When is a security review needed?

If a code change (pull request, commit, etc.) satisfies ANY of the following, it requires a security review before it can be merged (even if behind a flag or only for certain channels). We prefer to review things at the design/spec stage and then again at the implementation stage.

  1. It is a major feature that touches many parts of the code or required work from multiple teams.
  2. It modifies or adds network requests, or it rewrites URLs (including internal requests like those with the brave:// scheme).
  3. It is related to money/BAT.
  4. It involves cryptography (including anything which generates a random number, a random series of bytes, or the like) or distributes cryptography that is not fully open source.
  5. It adds new dependencies (e.g. Docker images), integrations, or plugins.

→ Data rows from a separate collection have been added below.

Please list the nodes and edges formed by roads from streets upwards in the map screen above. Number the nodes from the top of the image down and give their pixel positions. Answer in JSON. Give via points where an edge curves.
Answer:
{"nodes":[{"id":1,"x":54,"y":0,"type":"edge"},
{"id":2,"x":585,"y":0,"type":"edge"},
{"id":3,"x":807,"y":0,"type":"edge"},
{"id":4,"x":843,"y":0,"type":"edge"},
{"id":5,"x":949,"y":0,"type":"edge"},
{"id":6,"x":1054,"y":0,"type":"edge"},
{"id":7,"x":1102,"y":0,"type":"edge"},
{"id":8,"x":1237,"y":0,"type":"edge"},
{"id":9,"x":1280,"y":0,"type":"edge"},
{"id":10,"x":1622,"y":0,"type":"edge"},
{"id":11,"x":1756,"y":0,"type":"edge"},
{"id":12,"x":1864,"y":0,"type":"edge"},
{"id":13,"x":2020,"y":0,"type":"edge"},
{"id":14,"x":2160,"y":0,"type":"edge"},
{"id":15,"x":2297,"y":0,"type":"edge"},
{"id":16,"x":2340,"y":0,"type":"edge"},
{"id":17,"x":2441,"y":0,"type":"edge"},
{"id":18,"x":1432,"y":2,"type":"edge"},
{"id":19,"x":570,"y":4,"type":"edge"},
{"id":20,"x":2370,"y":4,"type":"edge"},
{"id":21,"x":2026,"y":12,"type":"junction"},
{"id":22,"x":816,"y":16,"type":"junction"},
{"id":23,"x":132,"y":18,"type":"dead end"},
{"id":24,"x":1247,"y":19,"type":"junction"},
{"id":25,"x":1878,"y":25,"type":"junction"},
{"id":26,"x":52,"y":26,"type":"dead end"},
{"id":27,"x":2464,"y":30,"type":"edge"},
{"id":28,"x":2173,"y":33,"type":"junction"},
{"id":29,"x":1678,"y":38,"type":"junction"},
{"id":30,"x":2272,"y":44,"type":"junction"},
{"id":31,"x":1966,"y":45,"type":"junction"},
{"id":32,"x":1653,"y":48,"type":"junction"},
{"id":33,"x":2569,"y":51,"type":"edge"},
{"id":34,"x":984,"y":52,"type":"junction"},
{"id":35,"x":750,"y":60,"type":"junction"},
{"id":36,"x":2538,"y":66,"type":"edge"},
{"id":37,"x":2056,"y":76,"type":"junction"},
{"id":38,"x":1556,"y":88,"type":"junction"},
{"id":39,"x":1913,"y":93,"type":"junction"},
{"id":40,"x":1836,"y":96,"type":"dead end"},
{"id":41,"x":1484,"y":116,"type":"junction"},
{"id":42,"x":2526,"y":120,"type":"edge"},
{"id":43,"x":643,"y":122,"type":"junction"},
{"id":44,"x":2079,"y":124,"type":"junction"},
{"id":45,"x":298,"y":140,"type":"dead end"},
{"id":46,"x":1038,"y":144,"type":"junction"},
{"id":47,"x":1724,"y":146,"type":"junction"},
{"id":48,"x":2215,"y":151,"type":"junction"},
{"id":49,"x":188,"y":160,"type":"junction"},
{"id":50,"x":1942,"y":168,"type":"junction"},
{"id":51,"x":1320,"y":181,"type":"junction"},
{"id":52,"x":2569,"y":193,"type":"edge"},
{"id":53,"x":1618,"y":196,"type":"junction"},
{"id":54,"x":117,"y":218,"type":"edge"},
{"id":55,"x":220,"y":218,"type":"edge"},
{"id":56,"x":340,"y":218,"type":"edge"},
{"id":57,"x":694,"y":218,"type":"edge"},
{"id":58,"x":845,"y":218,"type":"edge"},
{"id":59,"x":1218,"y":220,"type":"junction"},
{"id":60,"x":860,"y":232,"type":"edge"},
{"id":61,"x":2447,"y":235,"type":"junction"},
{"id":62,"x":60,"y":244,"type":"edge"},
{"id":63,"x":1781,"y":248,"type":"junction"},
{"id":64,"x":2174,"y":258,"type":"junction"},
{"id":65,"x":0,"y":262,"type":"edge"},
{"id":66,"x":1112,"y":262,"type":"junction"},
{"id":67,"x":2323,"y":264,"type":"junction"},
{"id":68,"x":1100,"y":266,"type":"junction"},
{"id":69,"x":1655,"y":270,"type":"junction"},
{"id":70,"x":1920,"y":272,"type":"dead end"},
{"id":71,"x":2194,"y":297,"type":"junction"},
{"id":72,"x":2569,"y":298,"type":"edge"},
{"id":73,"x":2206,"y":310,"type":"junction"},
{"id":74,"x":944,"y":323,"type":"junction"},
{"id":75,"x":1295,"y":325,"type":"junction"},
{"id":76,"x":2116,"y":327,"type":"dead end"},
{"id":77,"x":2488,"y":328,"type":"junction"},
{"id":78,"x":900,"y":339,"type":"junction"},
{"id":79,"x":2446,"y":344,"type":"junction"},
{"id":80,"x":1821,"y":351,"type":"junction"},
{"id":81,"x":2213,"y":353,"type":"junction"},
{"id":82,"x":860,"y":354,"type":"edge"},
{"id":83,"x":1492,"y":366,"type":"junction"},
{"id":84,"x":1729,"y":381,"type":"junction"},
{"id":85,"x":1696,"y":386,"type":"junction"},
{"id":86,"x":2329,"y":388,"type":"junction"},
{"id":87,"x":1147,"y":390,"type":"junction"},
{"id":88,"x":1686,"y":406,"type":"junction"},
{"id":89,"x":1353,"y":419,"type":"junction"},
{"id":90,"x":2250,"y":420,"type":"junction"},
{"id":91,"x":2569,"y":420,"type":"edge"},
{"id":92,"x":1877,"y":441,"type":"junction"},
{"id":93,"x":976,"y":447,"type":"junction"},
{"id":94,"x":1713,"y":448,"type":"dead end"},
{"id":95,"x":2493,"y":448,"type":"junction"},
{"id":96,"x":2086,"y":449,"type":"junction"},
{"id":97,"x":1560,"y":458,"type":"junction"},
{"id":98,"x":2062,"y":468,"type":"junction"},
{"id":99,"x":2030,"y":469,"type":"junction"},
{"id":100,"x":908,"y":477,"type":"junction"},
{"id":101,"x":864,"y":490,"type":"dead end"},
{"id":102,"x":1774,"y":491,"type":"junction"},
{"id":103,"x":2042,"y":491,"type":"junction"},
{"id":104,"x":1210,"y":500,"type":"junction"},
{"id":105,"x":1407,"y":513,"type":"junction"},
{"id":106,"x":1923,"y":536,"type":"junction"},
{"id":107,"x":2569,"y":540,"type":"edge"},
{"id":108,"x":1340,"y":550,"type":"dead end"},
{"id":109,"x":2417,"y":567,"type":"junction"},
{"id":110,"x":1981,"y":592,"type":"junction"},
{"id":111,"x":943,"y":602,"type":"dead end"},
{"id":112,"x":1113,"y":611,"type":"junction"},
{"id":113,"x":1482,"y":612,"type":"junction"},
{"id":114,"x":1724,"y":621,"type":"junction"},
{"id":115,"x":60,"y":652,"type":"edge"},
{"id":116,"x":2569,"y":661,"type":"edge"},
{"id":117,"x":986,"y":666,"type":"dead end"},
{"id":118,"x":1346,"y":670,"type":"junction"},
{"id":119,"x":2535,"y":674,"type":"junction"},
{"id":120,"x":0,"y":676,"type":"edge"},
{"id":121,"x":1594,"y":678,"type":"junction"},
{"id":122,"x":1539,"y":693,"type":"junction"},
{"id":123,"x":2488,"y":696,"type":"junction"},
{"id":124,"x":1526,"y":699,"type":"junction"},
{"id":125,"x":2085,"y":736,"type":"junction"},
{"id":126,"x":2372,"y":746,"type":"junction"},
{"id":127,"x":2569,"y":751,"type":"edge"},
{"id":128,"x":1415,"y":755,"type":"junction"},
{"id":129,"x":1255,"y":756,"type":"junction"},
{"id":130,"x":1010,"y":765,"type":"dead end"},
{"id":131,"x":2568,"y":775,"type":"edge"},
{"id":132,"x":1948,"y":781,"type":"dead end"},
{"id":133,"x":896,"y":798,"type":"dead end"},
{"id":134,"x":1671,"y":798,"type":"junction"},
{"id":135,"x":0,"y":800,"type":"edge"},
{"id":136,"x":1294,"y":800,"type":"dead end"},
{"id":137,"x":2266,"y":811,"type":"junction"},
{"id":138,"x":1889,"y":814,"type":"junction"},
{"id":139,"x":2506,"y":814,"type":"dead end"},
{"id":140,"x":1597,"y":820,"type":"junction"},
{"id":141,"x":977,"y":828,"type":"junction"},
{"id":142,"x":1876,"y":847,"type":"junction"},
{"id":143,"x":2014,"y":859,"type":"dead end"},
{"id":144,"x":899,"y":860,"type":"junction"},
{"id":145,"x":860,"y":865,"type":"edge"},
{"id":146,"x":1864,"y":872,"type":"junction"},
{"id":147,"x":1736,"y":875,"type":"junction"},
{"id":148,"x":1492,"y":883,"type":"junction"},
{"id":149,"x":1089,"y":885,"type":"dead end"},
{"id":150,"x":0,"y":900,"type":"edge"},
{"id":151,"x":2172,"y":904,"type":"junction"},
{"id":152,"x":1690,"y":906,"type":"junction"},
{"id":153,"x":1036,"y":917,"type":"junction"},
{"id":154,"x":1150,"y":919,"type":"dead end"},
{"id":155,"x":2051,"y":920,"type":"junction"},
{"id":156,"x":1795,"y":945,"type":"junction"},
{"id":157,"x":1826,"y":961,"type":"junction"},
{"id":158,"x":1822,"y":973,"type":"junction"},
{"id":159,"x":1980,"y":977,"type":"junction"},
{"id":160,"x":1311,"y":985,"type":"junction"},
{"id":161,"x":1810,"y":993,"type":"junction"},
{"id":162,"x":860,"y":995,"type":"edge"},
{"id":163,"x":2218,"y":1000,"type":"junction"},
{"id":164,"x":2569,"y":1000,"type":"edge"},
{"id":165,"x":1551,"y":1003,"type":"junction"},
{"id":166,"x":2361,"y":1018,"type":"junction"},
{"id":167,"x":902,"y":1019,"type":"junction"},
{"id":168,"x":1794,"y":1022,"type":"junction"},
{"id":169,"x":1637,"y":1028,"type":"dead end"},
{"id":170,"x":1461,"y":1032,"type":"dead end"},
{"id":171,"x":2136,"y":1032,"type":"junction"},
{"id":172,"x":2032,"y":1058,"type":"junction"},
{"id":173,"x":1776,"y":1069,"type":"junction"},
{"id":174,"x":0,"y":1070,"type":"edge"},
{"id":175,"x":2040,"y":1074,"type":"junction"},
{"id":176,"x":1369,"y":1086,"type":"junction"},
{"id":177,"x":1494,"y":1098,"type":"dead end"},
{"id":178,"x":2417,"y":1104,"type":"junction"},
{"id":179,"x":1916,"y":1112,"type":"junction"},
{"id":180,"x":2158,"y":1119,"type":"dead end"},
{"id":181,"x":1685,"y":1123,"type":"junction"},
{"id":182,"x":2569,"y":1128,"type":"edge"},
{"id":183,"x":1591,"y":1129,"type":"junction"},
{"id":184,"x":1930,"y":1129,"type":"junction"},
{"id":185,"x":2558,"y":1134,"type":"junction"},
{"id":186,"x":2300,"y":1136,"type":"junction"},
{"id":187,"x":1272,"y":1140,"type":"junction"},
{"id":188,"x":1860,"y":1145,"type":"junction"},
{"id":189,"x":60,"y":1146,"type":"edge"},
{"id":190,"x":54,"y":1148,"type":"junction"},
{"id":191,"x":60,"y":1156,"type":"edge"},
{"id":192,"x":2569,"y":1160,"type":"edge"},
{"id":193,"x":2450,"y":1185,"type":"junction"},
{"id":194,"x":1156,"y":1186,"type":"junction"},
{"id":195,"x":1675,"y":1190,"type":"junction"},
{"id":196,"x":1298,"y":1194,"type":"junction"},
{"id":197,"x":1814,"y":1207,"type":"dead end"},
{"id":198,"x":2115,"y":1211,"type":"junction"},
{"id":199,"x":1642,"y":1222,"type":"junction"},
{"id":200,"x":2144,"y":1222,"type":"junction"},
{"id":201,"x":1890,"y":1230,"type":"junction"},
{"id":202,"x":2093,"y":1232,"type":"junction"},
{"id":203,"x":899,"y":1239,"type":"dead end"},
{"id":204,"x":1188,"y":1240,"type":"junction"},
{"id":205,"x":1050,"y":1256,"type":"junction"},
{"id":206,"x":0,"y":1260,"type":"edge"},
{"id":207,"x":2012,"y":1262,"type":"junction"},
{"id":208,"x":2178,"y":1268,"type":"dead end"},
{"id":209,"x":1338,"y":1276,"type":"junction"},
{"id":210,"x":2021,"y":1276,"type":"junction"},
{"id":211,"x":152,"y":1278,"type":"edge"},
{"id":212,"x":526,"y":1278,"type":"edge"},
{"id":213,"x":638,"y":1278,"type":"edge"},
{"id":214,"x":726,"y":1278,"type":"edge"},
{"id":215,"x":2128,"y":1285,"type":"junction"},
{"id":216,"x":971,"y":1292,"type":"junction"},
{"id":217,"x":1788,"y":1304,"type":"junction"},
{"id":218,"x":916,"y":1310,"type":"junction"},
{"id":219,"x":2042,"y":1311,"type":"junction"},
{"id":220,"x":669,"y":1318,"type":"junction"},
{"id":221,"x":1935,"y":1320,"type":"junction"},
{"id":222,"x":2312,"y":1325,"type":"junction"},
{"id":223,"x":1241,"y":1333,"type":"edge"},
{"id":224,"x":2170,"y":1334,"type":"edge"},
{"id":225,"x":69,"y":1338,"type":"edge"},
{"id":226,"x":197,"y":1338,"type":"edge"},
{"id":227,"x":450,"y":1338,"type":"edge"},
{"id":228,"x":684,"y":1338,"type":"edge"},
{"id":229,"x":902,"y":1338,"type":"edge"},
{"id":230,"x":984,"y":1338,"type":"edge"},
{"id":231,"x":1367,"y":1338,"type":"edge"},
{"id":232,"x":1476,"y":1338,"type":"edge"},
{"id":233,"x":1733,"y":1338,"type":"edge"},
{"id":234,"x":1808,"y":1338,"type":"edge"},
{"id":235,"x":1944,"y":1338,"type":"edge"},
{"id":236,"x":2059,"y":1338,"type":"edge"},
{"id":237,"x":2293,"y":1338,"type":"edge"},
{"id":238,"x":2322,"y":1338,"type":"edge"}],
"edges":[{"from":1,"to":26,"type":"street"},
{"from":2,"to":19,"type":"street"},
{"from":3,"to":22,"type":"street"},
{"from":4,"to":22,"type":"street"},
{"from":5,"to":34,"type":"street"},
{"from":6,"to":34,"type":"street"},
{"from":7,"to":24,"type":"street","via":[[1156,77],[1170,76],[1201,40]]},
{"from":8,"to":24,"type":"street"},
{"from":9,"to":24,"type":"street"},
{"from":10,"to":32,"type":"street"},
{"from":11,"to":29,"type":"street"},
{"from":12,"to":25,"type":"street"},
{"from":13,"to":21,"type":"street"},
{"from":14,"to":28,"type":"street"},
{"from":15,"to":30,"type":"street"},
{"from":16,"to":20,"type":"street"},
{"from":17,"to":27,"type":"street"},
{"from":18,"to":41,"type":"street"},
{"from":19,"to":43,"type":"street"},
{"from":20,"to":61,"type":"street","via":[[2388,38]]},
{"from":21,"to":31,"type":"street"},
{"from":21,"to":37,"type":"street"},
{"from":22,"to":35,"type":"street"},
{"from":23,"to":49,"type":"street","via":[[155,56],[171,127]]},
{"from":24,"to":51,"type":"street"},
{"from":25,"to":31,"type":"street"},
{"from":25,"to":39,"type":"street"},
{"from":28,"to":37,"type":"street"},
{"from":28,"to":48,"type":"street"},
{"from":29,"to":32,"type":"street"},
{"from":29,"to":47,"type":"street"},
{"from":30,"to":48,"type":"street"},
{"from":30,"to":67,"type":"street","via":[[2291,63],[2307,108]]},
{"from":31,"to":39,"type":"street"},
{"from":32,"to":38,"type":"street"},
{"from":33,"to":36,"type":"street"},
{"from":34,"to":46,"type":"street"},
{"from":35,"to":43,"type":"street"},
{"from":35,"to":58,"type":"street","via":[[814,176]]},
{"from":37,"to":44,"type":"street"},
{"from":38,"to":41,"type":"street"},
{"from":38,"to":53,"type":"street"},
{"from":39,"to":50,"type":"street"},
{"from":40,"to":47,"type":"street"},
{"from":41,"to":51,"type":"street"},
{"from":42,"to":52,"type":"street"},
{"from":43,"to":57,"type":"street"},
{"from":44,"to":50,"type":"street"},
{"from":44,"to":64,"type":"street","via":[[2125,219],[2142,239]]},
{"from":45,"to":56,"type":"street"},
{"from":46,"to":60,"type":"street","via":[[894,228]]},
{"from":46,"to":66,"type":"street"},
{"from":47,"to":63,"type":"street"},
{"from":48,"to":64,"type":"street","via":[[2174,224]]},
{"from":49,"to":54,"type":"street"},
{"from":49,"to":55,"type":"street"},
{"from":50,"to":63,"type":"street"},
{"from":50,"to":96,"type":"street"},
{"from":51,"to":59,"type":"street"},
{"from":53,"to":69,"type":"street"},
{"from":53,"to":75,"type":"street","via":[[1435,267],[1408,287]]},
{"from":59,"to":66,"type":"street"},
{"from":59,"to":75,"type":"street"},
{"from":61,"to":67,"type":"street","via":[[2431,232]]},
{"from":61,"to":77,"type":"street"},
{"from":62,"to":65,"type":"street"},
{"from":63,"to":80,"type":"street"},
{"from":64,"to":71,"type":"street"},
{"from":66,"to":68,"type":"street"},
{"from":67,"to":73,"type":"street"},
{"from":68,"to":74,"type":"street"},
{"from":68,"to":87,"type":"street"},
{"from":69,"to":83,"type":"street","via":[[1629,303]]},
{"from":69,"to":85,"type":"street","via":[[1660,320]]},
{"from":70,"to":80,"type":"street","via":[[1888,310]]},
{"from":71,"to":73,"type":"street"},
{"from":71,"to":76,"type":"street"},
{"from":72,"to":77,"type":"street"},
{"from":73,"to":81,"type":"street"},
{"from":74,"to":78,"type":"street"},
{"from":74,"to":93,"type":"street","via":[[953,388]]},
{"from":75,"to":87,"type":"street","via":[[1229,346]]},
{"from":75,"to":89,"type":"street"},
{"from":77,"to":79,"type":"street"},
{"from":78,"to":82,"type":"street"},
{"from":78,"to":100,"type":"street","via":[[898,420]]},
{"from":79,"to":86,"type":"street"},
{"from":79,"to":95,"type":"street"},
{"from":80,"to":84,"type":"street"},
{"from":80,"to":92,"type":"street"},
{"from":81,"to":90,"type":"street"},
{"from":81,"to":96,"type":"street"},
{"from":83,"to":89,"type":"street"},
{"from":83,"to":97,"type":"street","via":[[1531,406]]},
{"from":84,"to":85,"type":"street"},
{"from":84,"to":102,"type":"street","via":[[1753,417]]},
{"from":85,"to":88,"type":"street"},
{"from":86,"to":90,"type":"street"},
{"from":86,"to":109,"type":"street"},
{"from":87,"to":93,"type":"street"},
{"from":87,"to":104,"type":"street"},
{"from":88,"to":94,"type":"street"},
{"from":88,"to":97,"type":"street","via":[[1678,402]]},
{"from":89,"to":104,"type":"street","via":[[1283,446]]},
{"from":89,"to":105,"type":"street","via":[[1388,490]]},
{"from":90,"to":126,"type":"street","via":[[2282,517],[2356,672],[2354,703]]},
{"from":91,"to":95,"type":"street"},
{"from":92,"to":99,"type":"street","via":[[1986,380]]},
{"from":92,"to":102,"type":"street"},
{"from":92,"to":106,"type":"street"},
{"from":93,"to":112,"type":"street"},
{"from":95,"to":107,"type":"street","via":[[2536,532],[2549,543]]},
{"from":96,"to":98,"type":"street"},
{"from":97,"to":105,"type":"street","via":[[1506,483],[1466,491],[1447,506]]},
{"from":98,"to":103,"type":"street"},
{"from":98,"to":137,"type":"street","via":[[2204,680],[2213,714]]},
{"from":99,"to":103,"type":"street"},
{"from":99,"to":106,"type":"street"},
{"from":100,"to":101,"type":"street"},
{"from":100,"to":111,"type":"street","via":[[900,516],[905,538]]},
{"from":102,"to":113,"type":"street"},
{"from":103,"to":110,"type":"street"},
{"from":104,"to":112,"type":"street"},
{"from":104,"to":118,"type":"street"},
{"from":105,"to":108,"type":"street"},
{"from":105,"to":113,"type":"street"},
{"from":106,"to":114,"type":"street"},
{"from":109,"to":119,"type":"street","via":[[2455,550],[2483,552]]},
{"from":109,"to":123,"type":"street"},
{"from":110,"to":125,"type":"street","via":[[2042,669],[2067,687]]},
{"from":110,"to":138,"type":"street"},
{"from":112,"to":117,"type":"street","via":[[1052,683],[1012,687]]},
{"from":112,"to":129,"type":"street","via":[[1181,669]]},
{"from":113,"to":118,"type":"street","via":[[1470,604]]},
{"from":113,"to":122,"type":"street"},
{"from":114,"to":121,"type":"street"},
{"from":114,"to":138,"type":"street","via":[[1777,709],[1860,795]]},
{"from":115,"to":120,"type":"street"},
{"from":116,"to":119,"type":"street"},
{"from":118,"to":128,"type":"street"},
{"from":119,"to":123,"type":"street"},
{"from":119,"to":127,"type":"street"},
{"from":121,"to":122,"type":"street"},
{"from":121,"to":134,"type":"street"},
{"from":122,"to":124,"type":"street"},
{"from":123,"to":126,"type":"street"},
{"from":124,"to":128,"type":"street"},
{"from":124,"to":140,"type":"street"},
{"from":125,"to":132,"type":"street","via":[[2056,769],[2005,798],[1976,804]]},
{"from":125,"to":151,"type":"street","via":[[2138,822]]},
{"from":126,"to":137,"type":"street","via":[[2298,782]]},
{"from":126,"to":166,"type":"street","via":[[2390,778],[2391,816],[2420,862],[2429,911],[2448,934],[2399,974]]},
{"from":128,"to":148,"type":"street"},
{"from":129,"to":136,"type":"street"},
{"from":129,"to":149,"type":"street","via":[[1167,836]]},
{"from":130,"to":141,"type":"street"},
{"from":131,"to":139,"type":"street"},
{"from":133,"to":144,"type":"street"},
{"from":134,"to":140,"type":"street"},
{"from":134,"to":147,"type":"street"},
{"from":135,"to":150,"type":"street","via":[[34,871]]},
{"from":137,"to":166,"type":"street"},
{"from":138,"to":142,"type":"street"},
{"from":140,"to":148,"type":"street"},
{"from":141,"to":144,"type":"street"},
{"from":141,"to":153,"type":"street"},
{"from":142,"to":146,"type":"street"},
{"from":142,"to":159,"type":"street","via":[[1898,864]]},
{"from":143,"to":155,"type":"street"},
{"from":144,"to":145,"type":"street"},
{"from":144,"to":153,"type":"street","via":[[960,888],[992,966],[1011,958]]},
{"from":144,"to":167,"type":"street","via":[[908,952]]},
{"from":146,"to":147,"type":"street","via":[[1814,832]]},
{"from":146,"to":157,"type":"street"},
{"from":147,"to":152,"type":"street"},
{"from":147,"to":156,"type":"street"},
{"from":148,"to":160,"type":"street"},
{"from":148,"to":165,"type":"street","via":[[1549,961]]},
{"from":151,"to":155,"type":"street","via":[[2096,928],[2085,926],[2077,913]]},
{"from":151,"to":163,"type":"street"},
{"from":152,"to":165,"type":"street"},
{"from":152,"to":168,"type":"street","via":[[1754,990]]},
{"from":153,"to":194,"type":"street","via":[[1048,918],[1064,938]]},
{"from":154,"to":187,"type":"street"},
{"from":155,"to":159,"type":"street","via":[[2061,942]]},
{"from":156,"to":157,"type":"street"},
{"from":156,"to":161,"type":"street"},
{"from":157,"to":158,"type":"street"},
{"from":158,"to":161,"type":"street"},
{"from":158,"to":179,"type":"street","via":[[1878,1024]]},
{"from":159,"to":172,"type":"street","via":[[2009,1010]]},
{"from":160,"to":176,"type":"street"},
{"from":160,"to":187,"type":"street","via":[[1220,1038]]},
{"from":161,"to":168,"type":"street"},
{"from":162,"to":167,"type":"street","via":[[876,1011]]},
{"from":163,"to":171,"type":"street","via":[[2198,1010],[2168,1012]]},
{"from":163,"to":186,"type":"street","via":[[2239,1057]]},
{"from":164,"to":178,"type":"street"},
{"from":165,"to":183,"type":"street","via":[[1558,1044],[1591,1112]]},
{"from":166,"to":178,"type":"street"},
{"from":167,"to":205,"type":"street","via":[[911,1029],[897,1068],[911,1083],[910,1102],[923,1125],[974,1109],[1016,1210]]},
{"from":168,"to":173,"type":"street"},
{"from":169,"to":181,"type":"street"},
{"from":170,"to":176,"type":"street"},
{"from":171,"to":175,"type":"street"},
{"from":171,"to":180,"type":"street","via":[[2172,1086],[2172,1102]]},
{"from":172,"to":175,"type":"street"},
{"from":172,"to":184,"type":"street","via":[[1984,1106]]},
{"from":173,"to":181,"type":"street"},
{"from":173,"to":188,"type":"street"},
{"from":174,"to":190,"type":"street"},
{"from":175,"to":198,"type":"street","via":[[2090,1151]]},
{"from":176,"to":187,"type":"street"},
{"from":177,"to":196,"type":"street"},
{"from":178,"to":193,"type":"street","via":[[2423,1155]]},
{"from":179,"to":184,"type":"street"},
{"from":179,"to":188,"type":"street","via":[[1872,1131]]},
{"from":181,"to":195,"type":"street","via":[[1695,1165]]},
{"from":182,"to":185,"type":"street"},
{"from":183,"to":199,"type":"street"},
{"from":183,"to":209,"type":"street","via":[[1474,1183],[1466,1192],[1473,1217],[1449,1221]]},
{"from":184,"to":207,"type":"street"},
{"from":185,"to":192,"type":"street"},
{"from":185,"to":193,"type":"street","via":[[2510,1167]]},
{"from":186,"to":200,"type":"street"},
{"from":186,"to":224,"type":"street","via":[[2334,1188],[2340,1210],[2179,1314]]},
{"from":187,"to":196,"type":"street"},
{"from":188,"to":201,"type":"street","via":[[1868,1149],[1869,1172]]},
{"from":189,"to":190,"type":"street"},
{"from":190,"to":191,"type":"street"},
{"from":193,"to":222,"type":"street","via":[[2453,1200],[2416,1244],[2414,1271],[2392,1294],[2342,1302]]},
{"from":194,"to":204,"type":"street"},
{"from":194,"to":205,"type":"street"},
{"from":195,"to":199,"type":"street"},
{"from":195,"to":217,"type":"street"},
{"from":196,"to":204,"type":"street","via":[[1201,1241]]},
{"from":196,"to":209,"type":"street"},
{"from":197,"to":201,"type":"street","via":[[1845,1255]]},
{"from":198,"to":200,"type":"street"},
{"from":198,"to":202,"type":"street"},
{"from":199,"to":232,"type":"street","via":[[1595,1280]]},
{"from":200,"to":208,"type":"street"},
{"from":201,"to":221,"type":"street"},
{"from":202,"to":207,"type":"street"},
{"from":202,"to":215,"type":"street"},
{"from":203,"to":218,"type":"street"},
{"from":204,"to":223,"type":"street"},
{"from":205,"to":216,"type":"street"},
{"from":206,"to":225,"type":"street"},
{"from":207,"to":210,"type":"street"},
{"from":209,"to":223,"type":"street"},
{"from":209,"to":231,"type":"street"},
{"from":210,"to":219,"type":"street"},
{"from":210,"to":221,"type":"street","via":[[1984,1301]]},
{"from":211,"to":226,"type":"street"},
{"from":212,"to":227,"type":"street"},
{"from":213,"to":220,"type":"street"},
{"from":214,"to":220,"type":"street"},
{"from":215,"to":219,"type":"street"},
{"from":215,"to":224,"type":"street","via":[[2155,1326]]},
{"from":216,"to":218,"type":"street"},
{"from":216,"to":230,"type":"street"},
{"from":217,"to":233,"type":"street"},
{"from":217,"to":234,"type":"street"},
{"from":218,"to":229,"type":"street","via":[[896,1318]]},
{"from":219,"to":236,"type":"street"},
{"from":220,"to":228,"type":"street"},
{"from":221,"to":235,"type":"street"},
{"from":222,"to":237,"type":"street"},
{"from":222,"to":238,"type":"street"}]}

Update (9/2023): Please choose "Third-Party Dependency Review" when opening these in brave/reviews which requires a security review and principal engineer review in brave-core.
  6. It is related to sensitive user information such as cookies, passwords, and private browsing data.
  7. It changes the amount of data collected by Brave or one of its partners — including making any logs which may be sent to Brave or a third party.
  8. It adds a new extension that is built-in or has special privileges in Brave.
  9. It changes any security/privacy messaging in our products (warning messages, security icons, etc.) or introduces non-trivial changes to any security/privacy-related UI elements, such as the URL bar (which displays security state and origin), the certificate viewer, interstitial pages, devtools, and shields.
  10. It adds a new channel or modifies an existing channel for distributing software produced by Brave, including software updates.
  11. It has to do with a new window API. Please see https://docs.google.com/document/d/1BfJbLCvwToPqXHzsKqQgDuluwVDtGhzFR1BclqVzqaA/edit first.
  12. Adds any "content scripts" which run in the main world or an isolated world, AKA any scripts which interact with in-page JavaScript.
  13. It adds a new way of collecting data from A/B tests (not through Griffin or Crash Reports).
  14. It saves data on a user's device and later retrieves it for purposes that are not strictly necessary (such as analytics).
  15. It involves adding or updating mojo APIs / IPC, or adding new WebUIs such as chrome:// or chrome-untrusted:// pages.

If you are not sure whether you need a security review, you should probably ask for one just to play it safe.

How to request a security review.

Security reviews can be filed by staff here: https://github.com/brave/security/issues

Outside contributors should ask a staff to file a security issue for them if needed.